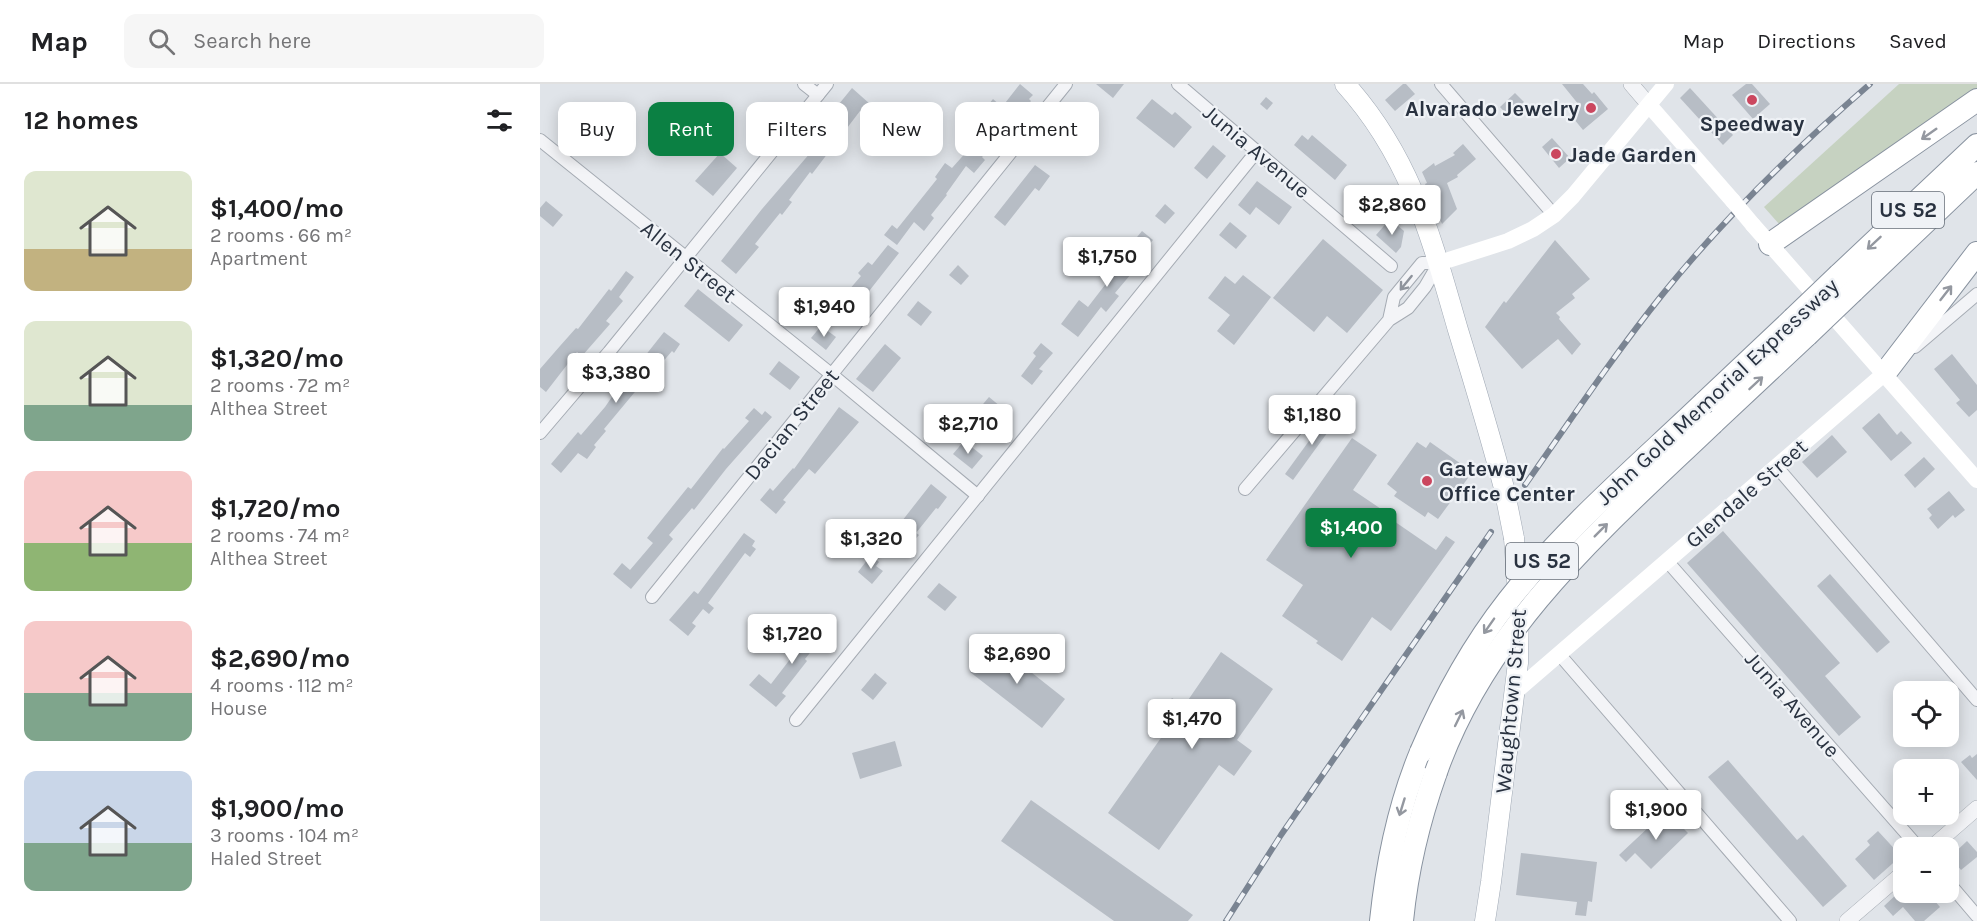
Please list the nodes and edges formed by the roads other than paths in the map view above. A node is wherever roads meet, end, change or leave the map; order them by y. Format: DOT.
graph roads {
  1 [pos="804,84"];
  2 [pos="827,84"];
  3 [pos="1066,84"];
  4 [pos="1178,84"];
  5 [pos="1345,84"];
  6 [pos="1441,84"];
  7 [pos="1631,84"];
  8 [pos="1666,84"];
  9 [pos="818,95"];
  10 [pos="1977,100"];
  11 [pos="1649,105"];
  12 [pos="1977,145"];
  13 [pos="542,147"];
  14 [pos="1257,151"];
  15 [pos="1977,173"];
  16 [pos="1554,215"];
  17 [pos="1770,244"];
  18 [pos="1977,253"];
  19 [pos="685,258"];
  20 [pos="1439,263"];
  21 [pos="1391,266"];
  22 [pos="1846,283"];
  23 [pos="1977,294"];
  24 [pos="1885,373"];
  25 [pos="831,374"];
  26 [pos="1709,413"];
  27 [pos="540,433"];
  28 [pos="1776,466"];
  29 [pos="1977,480"];
  30 [pos="1245,489"];
  31 [pos="978,496"];
  32 [pos="1667,561"];
  33 [pos="652,597"];
  34 [pos="1559,654"];
  35 [pos="1515,692"];
  36 [pos="1977,700"];
  37 [pos="796,720"];
  38 [pos="1977,808"];
  39 [pos="1909,837"];
  40 [pos="1944,837"];
  41 [pos="1893,881"];
  42 [pos="1959,895"];
  43 [pos="1977,916"];
  44 [pos="1381,921"];
  45 [pos="1402,921"];
  46 [pos="1485,921"];
  47 [pos="1790,921"];
  48 [pos="1847,921"];
  1 -- 9 [label="street"];
  2 -- 9 [label="street"];
  3 -- 25 [label="street, Dacian Street"];
  4 -- 14 [label="street, Junia Avenue"];
  5 -- 20 [label="main road, Waughtown Street"];
  6 -- 16 [label="street"];
  7 -- 11 [label="street"];
  8 -- 11 [label="main road"];
  9 -- 19 [label="street"];
  10 -- 17 [label="highway, one-way"];
  11 -- 16 [label="main road"];
  11 -- 17 [label="main road, bridge"];
  12 -- 22 [label="highway, John Gold Memorial Expressway / US 52, one-way"];
  13 -- 19 [label="street, Allen Street"];
  14 -- 21 [label="street, Junia Avenue"];
  14 -- 31 [label="street"];
  15 -- 22 [label="highway, John Gold Memorial Expressway / US 52"];
  16 -- 20 [label="main road"];
  17 -- 24 [label="main road"];
  24 -- 18 [label="highway, one-way"];
  19 -- 25 [label="street, Allen Street"];
  19 -- 27 [label="street"];
  20 -- 30 [label="street"];
  20 -- 35 [label="main road, Waughtown Street, bridge"];
  22 -- 26 [label="highway, John Gold Memorial Expressway / US 52, bridge"];
  23 -- 24 [label="street, Glendale Street"];
  24 -- 28 [label="main road, Glendale Street"];
  24 -- 29 [label="main road"];
  25 -- 31 [label="street, Allen Street"];
  25 -- 33 [label="street, Dacian Street"];
  26 -- 44 [label="highway, John Gold Memorial Expressway / US 52, one-way, bridge"];
  45 -- 26 [label="highway, John Gold Memorial Expressway / US 52, one-way, bridge"];
  28 -- 32 [label="main road, Glendale Street"];
  28 -- 36 [label="street"];
  31 -- 37 [label="street"];
  32 -- 34 [label="main road, Glendale Street"];
  32 -- 39 [label="street, Junia Avenue"];
  34 -- 35 [label="main road, Glendale Street"];
  34 -- 47 [label="street"];
  35 -- 46 [label="main road, Waughtown Street"];
  38 -- 40 [label="street"];
  41 -- 48 [label="street"];
  42 -- 43 [label="street"];
}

****************************************

- Directions -
Give the number of lines in the entries above that include the string "Junia". Write nothing but that number.

- Exercise solution -
3